Here is a sample of our jokes from our video club:

Vodpod videos no longer available.

Reteach and Enrich

This video, hosted by Edutopia, offers an interesting model for differentiating for students in mathematics – giving the ones who need extra help the opportunity for more time to learn while the students who have mastered a concept can go deeper.  This is a fascinating alternative to the “Intervention Time” that many schools have been implementing.  With this method, all students have their needs addressed, instead of just the ones who need additional practice.
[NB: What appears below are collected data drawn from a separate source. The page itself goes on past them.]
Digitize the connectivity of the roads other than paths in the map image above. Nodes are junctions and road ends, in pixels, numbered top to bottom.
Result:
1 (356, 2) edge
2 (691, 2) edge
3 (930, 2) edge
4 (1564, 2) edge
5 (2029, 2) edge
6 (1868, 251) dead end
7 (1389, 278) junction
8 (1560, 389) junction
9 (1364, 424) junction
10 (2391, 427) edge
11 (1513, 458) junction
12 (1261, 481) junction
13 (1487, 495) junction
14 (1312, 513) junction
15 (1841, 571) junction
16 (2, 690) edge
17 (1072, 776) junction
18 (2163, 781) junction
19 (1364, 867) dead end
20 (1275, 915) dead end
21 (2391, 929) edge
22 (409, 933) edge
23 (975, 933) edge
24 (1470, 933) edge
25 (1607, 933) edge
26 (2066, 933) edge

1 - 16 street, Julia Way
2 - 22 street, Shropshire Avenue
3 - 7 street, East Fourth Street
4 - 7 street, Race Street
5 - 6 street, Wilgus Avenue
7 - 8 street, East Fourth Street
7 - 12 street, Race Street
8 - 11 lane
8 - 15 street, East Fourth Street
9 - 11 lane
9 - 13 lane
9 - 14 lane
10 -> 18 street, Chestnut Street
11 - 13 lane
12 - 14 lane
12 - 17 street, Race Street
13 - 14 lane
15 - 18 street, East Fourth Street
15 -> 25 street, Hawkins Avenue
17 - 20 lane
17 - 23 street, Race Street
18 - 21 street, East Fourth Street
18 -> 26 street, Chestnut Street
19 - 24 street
Vodpod videos no longer available.

Manga High

I learned about Manga High a few weeks ago, but wanted to explore it more before sharing it.  Now that I’ve had a chance to delve into it a little, I can’t wait for everyone else to try it!
Manga High is a free math resource for K-12.  Teachers can register entire classes, and no student e-mails are necessary to create their accounts.  Once the teacher manually adds each student, or uploads the class using a spreadsheet, the teacher can then select levels for each student to “play”.  Students can earn achievements by playing the math games.  The teacher has access to class reports, and individualized ones that would be useful for conferencing.